'I never thought,' said Harry, 'that our little brown mouse would come
out so pretty or so swell.'
'She wanted to be the dormouse,' said Gillian.
'That was impracticable. They were all heath butterflies of different
sorts, wings very correctly coloured and dresses to correspond.
Phyllis the ringlet with the blue lining, Mysie, the blue one, little
Lady Alberta, the orange-tip, and the other child the burnet moth.'
'How did Mysie dance?'
'Very fairly, if she had not looked so awfully serious. The dancing-
mistress, French, of course, had trained them, it was more ballet than
quadrille, and they looked uncommonly pretty. Uncle William granted
that, though he grumbled at the whole concern as nonsense, and wondered
you should send your nice little girl into it to have her head turned.'
'Do you think she was happy?'
'Oh, yes, of course. She always is, but she was in prodigious spirits
when we started to come home. Lady Rotherwood said I was to tell you
that no child could be more truthful and conscientious.

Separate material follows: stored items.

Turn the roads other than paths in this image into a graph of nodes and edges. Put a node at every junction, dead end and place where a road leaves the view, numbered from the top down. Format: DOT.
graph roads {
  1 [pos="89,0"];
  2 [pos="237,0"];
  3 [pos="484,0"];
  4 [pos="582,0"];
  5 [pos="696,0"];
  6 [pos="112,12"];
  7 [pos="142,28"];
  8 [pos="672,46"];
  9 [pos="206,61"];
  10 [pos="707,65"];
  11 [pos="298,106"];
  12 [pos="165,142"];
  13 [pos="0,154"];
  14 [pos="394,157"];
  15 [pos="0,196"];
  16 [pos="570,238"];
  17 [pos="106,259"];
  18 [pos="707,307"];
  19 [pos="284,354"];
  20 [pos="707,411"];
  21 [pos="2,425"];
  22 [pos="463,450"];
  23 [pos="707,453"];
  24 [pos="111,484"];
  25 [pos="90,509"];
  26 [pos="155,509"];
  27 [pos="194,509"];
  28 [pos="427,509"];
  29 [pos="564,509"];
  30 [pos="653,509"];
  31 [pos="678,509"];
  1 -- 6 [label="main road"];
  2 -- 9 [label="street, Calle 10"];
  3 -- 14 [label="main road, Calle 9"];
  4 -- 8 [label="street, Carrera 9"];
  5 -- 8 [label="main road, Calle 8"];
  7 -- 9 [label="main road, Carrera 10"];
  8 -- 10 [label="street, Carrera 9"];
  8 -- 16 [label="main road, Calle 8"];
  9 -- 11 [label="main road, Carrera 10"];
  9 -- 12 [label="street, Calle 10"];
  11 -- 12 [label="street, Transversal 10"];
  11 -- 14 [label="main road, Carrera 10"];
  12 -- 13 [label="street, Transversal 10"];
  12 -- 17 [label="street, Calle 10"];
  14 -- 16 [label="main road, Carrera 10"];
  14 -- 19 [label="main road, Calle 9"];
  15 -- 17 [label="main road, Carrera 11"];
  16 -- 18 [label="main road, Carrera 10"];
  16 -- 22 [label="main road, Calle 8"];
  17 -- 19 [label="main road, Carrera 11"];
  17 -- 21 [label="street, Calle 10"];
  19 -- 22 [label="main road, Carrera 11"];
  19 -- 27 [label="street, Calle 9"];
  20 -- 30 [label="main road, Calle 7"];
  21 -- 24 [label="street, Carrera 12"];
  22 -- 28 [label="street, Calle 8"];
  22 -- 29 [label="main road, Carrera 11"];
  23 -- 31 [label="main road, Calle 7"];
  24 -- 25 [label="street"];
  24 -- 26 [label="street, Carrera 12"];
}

Still somehow
she did not look like the swells. Except that once, when she was got
up regardless of expense for the ball, she always had the country mouse
look about her. She hadn't--'
'The 'Jenny Say Caw,' as Macrae calls it?' said his mother. 'Well, I
can endure that! You need not look so disgusted, Gill. You didn't hear
of her getting into any scrape, did you?'
'No,' said Hal. 'Stay, I believe she did break some glass or other,
and blurted out her confession in full assembly, but I was over at
Beechcroft, and I am happy to say I didn't see her.